A partir dessas instalações móveis, destaca a empresa espanhola, será prestado “atendimento de saúde de emergência, incluindo triagem, estabilização de pacientes, primeiros socorros, atendimento a traumas e encaminhamento de casos que necessitem de assistência hospitalar”. Tarefas para as quais, conforme o indicado, “a clínica tem capacidade para prestar serviços médicos a 100 pacientes ambulatoriais por dia”, sendo “atendida por pessoal de saúde especializado” e que trabalhará “em colaboração com profissionais locais”. Tudo isso, ao mesmo tempo em que a mesma doação também contribuirá para “a aquisição, distribuição e transporte de itens de primeira necessidade”, com “o objetivo de atender às necessidades básicas das pessoas afetadas durante a fase inicial da emergência”, e que a empresa espanhola também disponibiliza, paralelamente, um canal para as contribuições monetárias de seus funcionários na Espanha.

Quatro lojas na Venezuela

Após chegar a ter até 24 lojas em todo o país no encerramento de seu ano fiscal de 2016, a Inditex fechou todas as suas lojas na Venezuela no ano de 2021. No mesmo ano em que, em resposta à situação de crise humanitária que havia se originado no país, a multinacional espanhola de moda anunciou sua decisão de apoiar a execução de um novo programa de três anos de atenção à população deslocada, a ser executado tanto na Venezuela, como na Colômbia, Equador e Brasil.

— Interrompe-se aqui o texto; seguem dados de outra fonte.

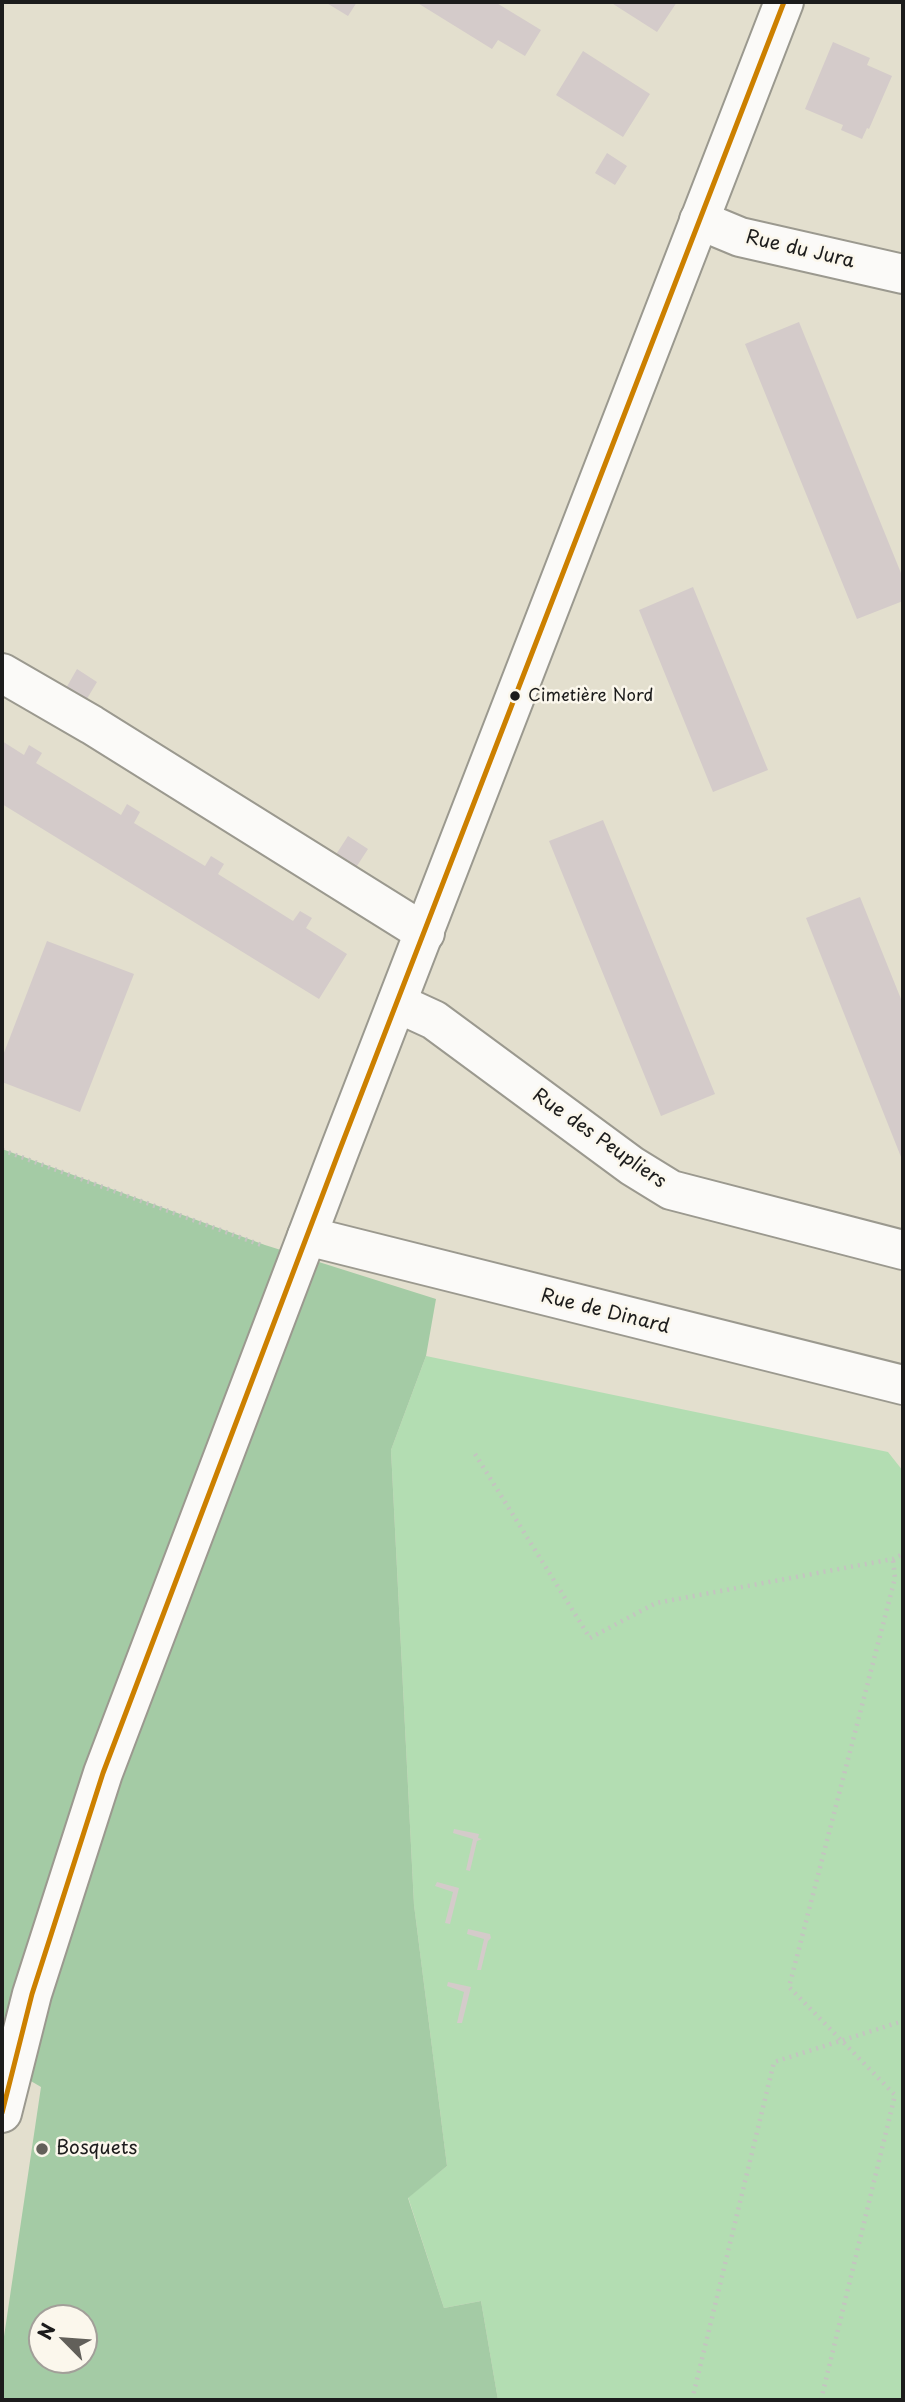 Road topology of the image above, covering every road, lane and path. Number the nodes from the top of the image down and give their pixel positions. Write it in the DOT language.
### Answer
graph roads {
  1 [pos="784,2"];
  2 [pos="699,220"];
  3 [pos="903,274"];
  4 [pos="2,673"];
  5 [pos="425,933"];
  6 [pos="397,1003"];
  7 [pos="2,1150"];
  8 [pos="303,1248"];
  9 [pos="903,1250"];
  10 [pos="903,1385"];
  11 [pos="475,1454"];
  12 [pos="903,1554"];
  13 [pos="893,1559"];
  14 [pos="903,2021"];
  15 [pos="842,2040"];
  16 [pos="2,2113"];
  17 [pos="692,2400"];
  18 [pos="821,2400"];
  1 -- 2 [label="main road"];
  2 -- 3 [label="main road, Rue du Jura"];
  2 -- 5 [label="main road"];
  4 -- 5 [label="main road"];
  5 -- 6 [label="main road"];
  6 -- 8 [label="main road"];
  6 -- 9 [label="main road, Rue des Peupliers"];
  7 -- 8 [label="path"];
  8 -- 10 [label="main road, Rue de Dinard"];
  8 -- 16 [label="main road"];
  11 -- 13 [label="path"];
  12 -- 13 [label="path"];
  13 -- 15 [label="path"];
  14 -- 15 [label="path"];
  15 -- 17 [label="path"];
  15 -- 18 [label="path"];
} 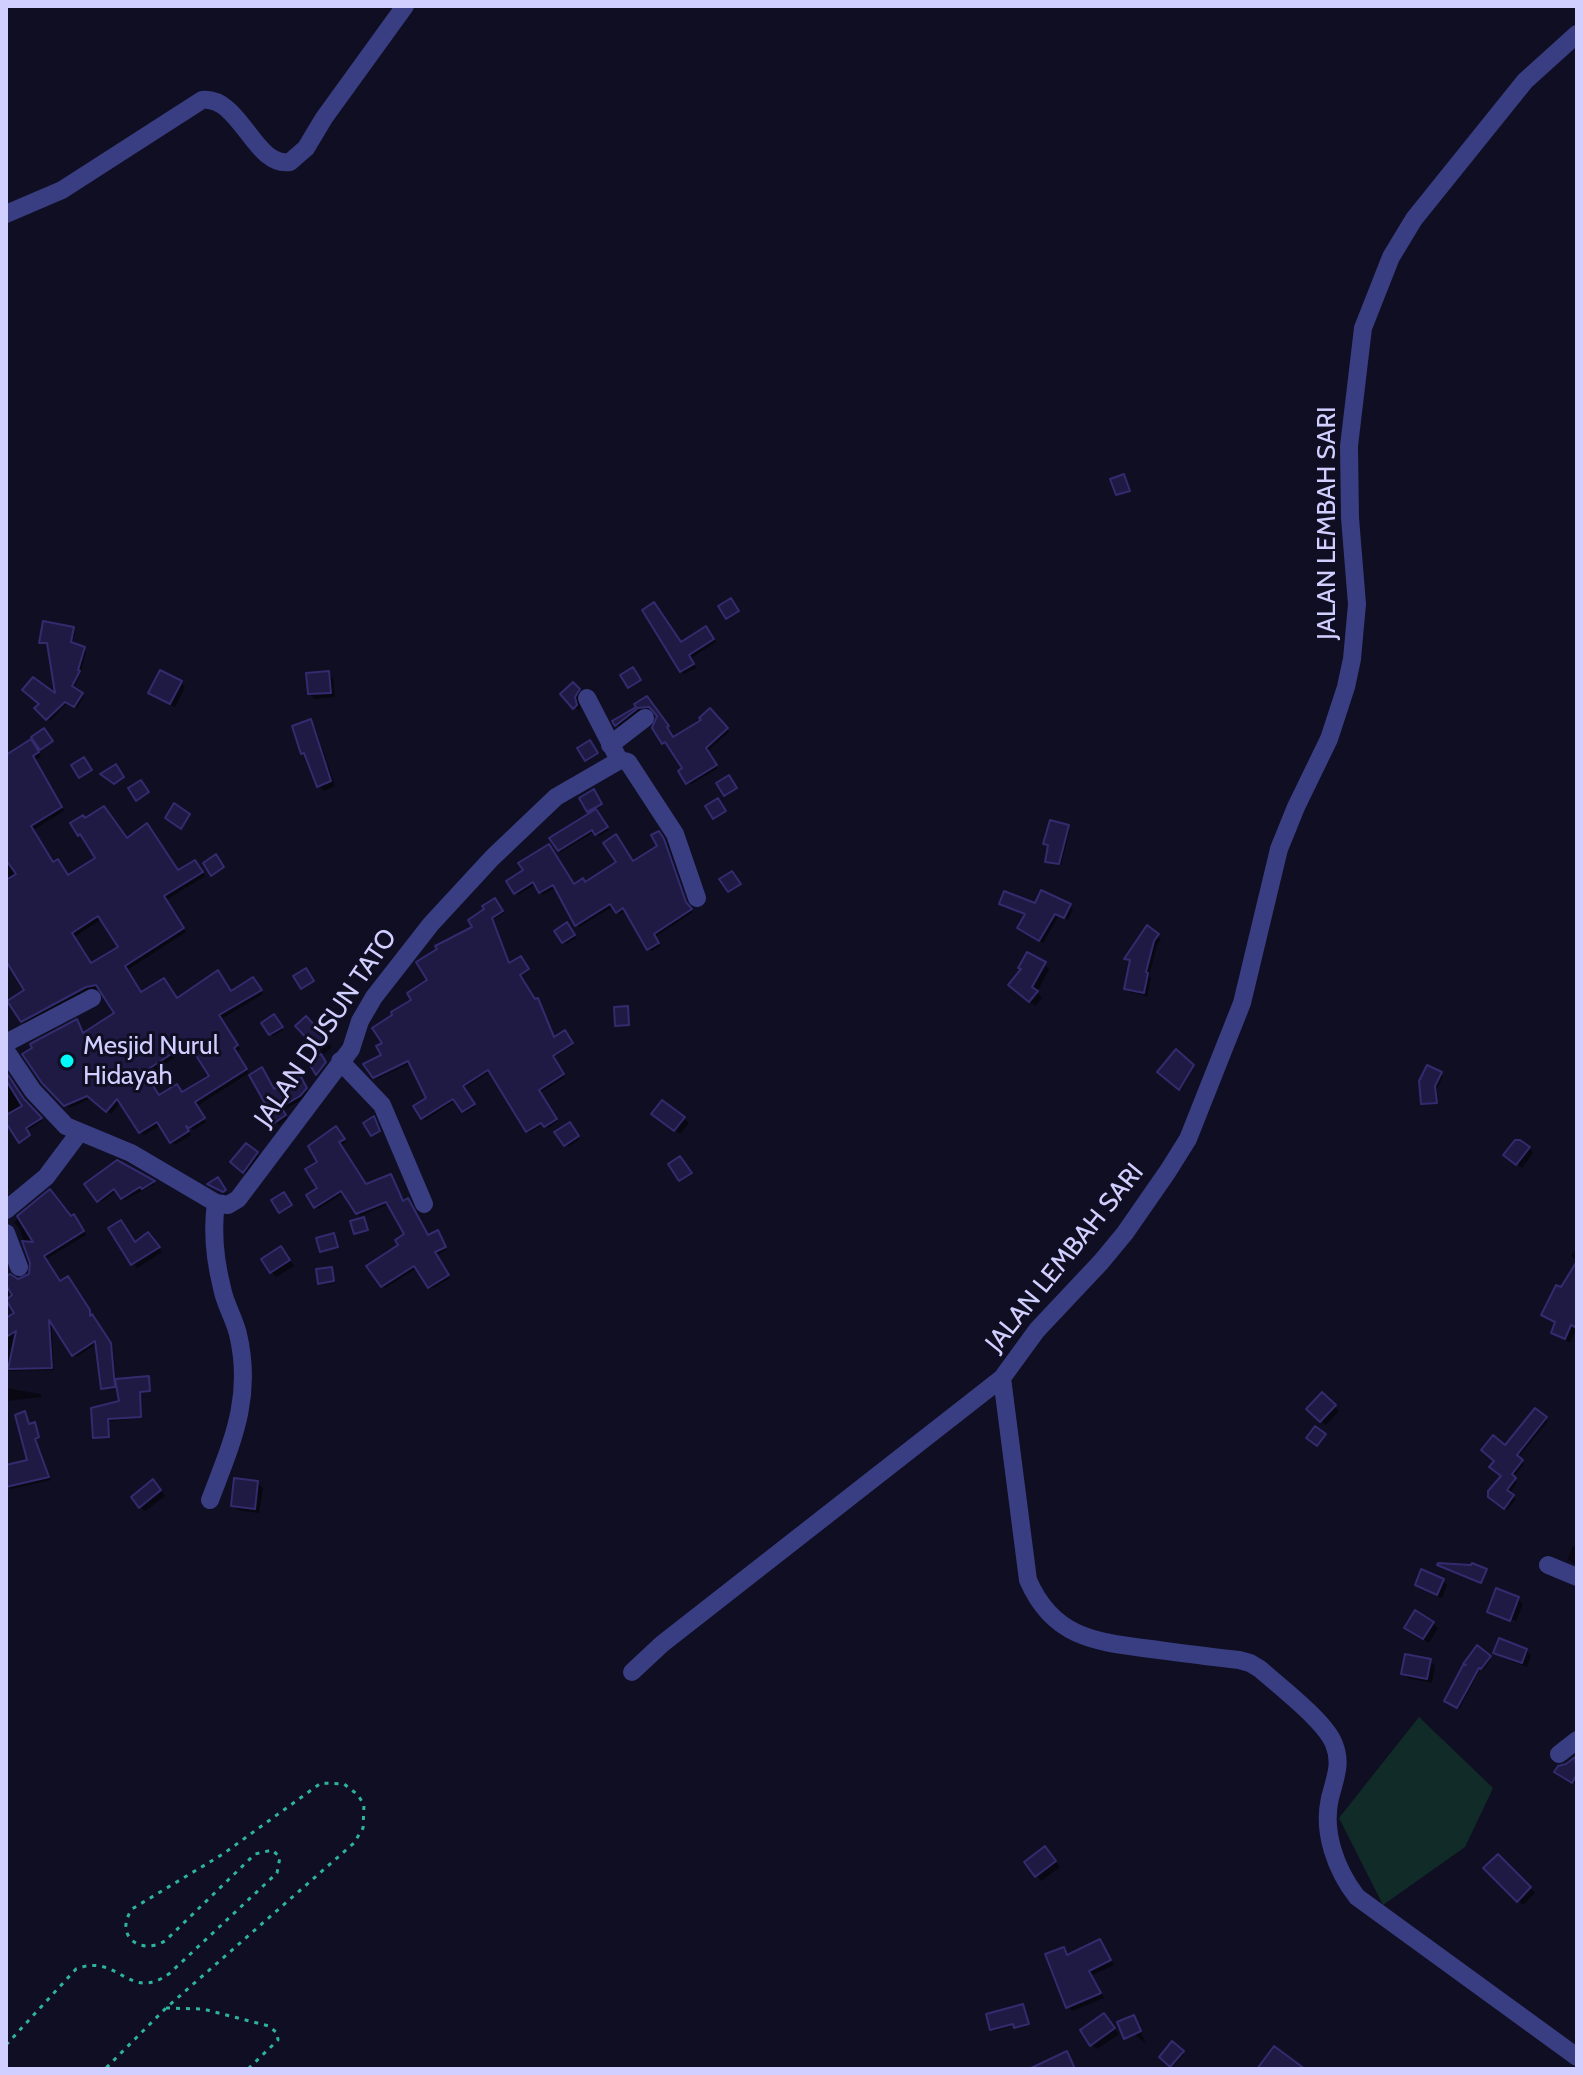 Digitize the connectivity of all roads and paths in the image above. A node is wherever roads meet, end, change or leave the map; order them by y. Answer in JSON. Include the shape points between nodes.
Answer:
{"nodes":[{"id":1,"x":405,"y":6,"type":"edge"},
{"id":2,"x":1577,"y":34,"type":"edge"},
{"id":3,"x":6,"y":214,"type":"edge"},
{"id":4,"x":587,"y":698,"type":"dead end"},
{"id":5,"x":645,"y":718,"type":"dead end"},
{"id":6,"x":615,"y":752,"type":"junction"},
{"id":7,"x":697,"y":898,"type":"dead end"},
{"id":8,"x":92,"y":998,"type":"dead end"},
{"id":9,"x":6,"y":1043,"type":"edge"},
{"id":10,"x":6,"y":1051,"type":"edge"},
{"id":11,"x":340,"y":1061,"type":"junction"},
{"id":12,"x":79,"y":1133,"type":"junction"},
{"id":13,"x":216,"y":1203,"type":"junction"},
{"id":14,"x":424,"y":1204,"type":"dead end"},
{"id":15,"x":6,"y":1210,"type":"edge"},
{"id":16,"x":6,"y":1233,"type":"edge"},
{"id":17,"x":19,"y":1267,"type":"dead end"},
{"id":18,"x":1002,"y":1378,"type":"junction"},
{"id":19,"x":210,"y":1500,"type":"dead end"},
{"id":20,"x":1548,"y":1565,"type":"dead end"},
{"id":21,"x":1577,"y":1577,"type":"edge"},
{"id":22,"x":632,"y":1672,"type":"dead end"},
{"id":23,"x":1577,"y":1740,"type":"edge"},
{"id":24,"x":1559,"y":1754,"type":"dead end"},
{"id":25,"x":166,"y":2008,"type":"junction"},
{"id":26,"x":6,"y":2045,"type":"edge"},
{"id":27,"x":1577,"y":2057,"type":"edge"},
{"id":28,"x":105,"y":2069,"type":"edge"},
{"id":29,"x":248,"y":2069,"type":"edge"}],
"edges":[{"from":1,"to":3,"type":"street","via":[[306,148],[290,162],[263,151],[221,104],[202,100],[62,190]]},
{"from":2,"to":18,"type":"street","name":"JALAN LEMBAH SARI","via":[[1517,91],[1414,219],[1387,268],[1363,328],[1352,410],[1349,482],[1357,604],[1352,659],[1329,739],[1279,849],[1242,1003],[1188,1139],[1168,1171],[1117,1243],[1037,1330]]},
{"from":4,"to":6,"type":"street"},
{"from":5,"to":6,"type":"street","name":"JALAN DUSUN TATO"},
{"from":6,"to":7,"type":"street","via":[[628,762],[669,823]]},
{"from":6,"to":11,"type":"street","name":"JALAN DUSUN TATO","via":[[546,804],[431,924],[374,997],[351,1049]]},
{"from":8,"to":9,"type":"street"},
{"from":10,"to":12,"type":"street","via":[[53,1114]]},
{"from":11,"to":13,"type":"street","name":"JALAN DUSUN TATO","via":[[238,1199],[228,1205]]},
{"from":11,"to":14,"type":"street","via":[[382,1105]]},
{"from":12,"to":13,"type":"street","via":[[131,1153]]},
{"from":12,"to":15,"type":"street","via":[[46,1177]]},
{"from":13,"to":19,"type":"street","via":[[213,1232],[222,1288],[238,1333],[244,1395]]},
{"from":16,"to":17,"type":"street"},
{"from":18,"to":22,"type":"street"},
{"from":18,"to":27,"type":"street","name":"JALAN LEMBAH SARI","via":[[1028,1580],[1049,1614],[1070,1631],[1095,1641],[1239,1660],[1260,1669],[1332,1740],[1339,1764],[1328,1810],[1331,1844],[1338,1869],[1357,1897]]},
{"from":20,"to":21,"type":"street"},
{"from":23,"to":24,"type":"street"},
{"from":25,"to":26,"type":"path","via":[[354,1843],[365,1817],[354,1791],[344,1784],[321,1783],[223,1854],[132,1909],[126,1923],[130,1938],[143,1947],[155,1947],[255,1854],[272,1850],[280,1857],[277,1873],[161,1980],[137,1983],[100,1964],[76,1969]]},
{"from":25,"to":28,"type":"path"},
{"from":25,"to":29,"type":"path","via":[[203,2009],[269,2026],[278,2040]]}]} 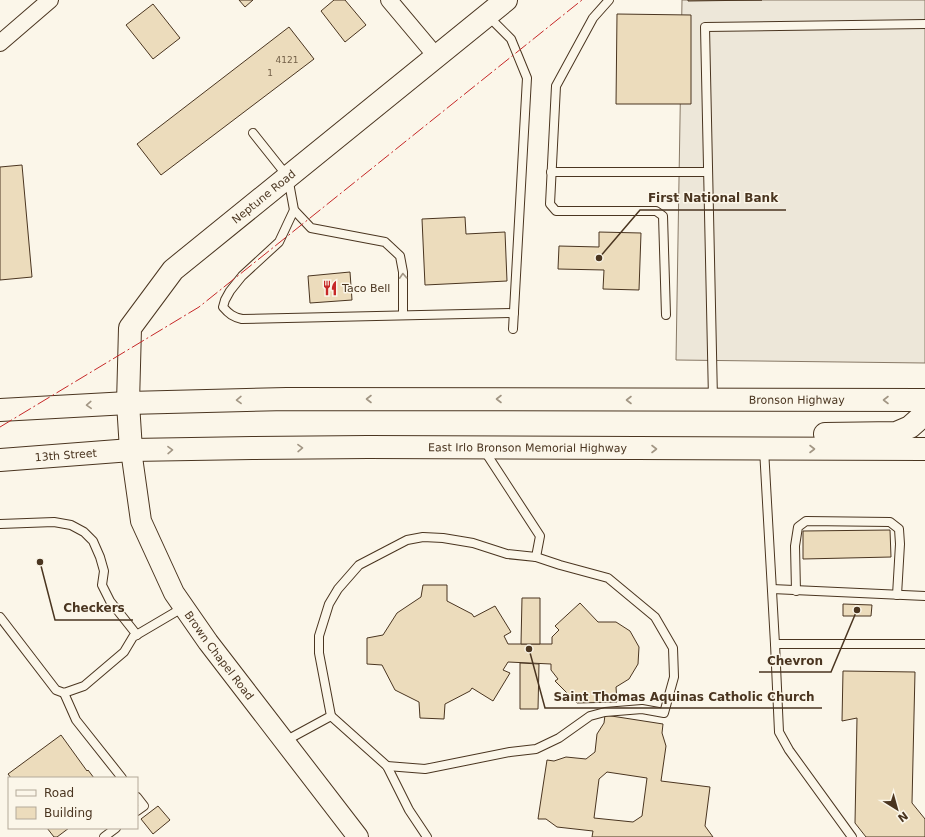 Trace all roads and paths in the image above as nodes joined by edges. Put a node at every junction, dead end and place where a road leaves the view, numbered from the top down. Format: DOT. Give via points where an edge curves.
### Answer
graph roads {
  1 [pos="389,0"];
  2 [pos="506,0"];
  3 [pos="609,0"];
  4 [pos="46,1"];
  5 [pos="487,15"];
  6 [pos="925,24"];
  7 [pos="0,43"];
  8 [pos="436,56"];
  9 [pos="253,133"];
  10 [pos="551,172"];
  11 [pos="708,172"];
  12 [pos="288,177"];
  13 [pos="294,210"];
  14 [pos="514,313"];
  15 [pos="403,315"];
  16 [pos="666,315"];
  17 [pos="513,329"];
  18 [pos="712,400"];
  19 [pos="925,400"];
  20 [pos="128,403"];
  21 [pos="0,410"];
  22 [pos="925,411"];
  23 [pos="483,448"];
  24 [pos="761,449"];
  25 [pos="925,449"];
  26 [pos="131,450"];
  27 [pos="0,460"];
  28 [pos="0,524"];
  29 [pos="536,557"];
  30 [pos="772,589"];
  31 [pos="796,591"];
  32 [pos="897,595"];
  33 [pos="925,596"];
  34 [pos="184,607"];
  35 [pos="0,617"];
  36 [pos="137,635"];
  37 [pos="775,644"];
  38 [pos="925,644"];
  39 [pos="64,693"];
  40 [pos="331,716"];
  41 [pos="284,742"];
  42 [pos="387,766"];
  43 [pos="121,777"];
  44 [pos="138,798"];
  45 [pos="138,810"];
  46 [pos="115,829"];
  47 [pos="104,837"];
  48 [pos="358,837"];
  49 [pos="427,837"];
  50 [pos="852,837"];
  1 -- 8 [label="street"];
  2 -- 5 [label="main road, Neptune Road"];
  3 -- 10 [label="lane" via="593,18 556,86"];
  4 -- 7 [label="street"];
  5 -- 8 [label="main road, Neptune Road"];
  5 -- 14 [label="lane" via="512,39 527,78"];
  6 -- 11 [label="lane" via="705,26"];
  8 -- 12 [label="main road, Neptune Road"];
  9 -- 12 [label="lane"];
  10 -- 11 [label="lane"];
  10 -- 16 [label="lane" via="550,204 556,211 656,211 663,216"];
  11 -- 18 [label="lane"];
  12 -- 13 [label="lane"];
  12 -- 20 [label="main road, Neptune Road" via="173,270 130,328"];
  15 -- 13 [label="lane, one-way" via="403,272 400,256 385,242 311,228"];
  13 -- 15 [label="lane" via="279,242 242,276 230,291 223,307 229,314 242,319"];
  14 -- 15 [label="lane"];
  14 -- 17 [label="lane"];
  19 -- 18 [label="main road, Bronson Highway, one-way"];
  18 -- 20 [label="main road, Bronson Highway, one-way" via="287,399"];
  20 -- 21 [label="main road, one-way"];
  20 -- 26 [label="main road, Neptune Road"];
  22 -- 24 [label="main road" via="910,427 896,433 789,435"];
  23 -- 24 [label="main road, East Irlo Bronson Memorial Highway, one-way"];
  26 -- 23 [label="main road, East Irlo Bronson Memorial Highway, one-way"];
  23 -- 29 [label="lane" via="540,536"];
  24 -- 25 [label="main road, East Irlo Bronson Memorial Highway, one-way"];
  24 -- 30 [label="lane"];
  26 -- 27 [label="main road, 13th Street"];
  26 -- 34 [label="street, Brown Chapel Road" via="141,521 174,593"];
  28 -- 36 [label="lane" via="54,522 71,525 84,532 93,541 100,557 104,571 102,585 110,601"];
  29 -- 40 [label="lane" via="507,554 473,543 423,537 407,540 359,565 338,589 329,604 320,636 319,653"];
  29 -- 42 [label="lane" via="608,578 655,617 673,648 674,677 664,713 642,709 605,712 590,716 559,738 536,749 425,769"];
  30 -- 31 [label="lane"];
  30 -- 37 [label="lane"];
  31 -- 32 [label="lane"];
  31 -- 32 [label="lane" via="794,546 798,527 806,521 890,522 898,529 900,544"];
  32 -- 33 [label="lane"];
  34 -- 36 [label="lane"];
  34 -- 41 [label="street, Brown Chapel Road"];
  35 -- 39 [label="lane" via="56,690"];
  36 -- 39 [label="lane" via="124,652 84,686"];
  37 -- 38 [label="lane"];
  37 -- 50 [label="lane" via="779,732 789,750"];
  39 -- 43 [label="lane" via="76,720"];
  40 -- 41 [label="lane"];
  40 -- 42 [label="lane"];
  41 -- 48 [label="street, Brown Chapel Road"];
  42 -- 49 [label="lane" via="409,810"];
  44 -- 45 [label="lane" via="144,806"];
  46 -- 47 [label="lane"];
}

Justamente quando esse programa estava sendo concluído, a Inditex retornou ao mercado venezuelano com a abertura, em 25 de abril de 2024, de uma nova primeira loja da Zara no país, no shopping Sambil, no município de Chacao, dentro da área metropolitana de Caracas, capital da Venezuela. Uma abertura que foi seguida pelas igualmente novas primeiras lojas na Venezuela de suas redes Pull&Bear, Bershka e Stradivarius, com as quais a Inditex somava o número de quatro lojas ativas no fechamento de seu último ano fiscal de 2025. Estabelecimentos que, de qualquer forma, foram informados de que fecharam suas portas, temporariamente, após os sismos, e aguardam que a situação de crise que continua afetando o país possa, na medida do possível, se normalizar.

Em resumo
  • A Inditex doou três milhões de euros ao programa de emergência da Cruz Vermelha para ajudar os afetados pelos terremotos na Venezuela.
  • Os fundos serão destinados à aquisição de itens de primeira necessidade e à implementação de uma clínica móvel para atendimento de saúde nas áreas mais afetadas.
  • A Inditex, que fechou suas lojas na Venezuela em 2021, retornou ao mercado venezuelano em 2024 e atualmente possui quatro estabelecimentos que fecharam temporariamente após os sismos.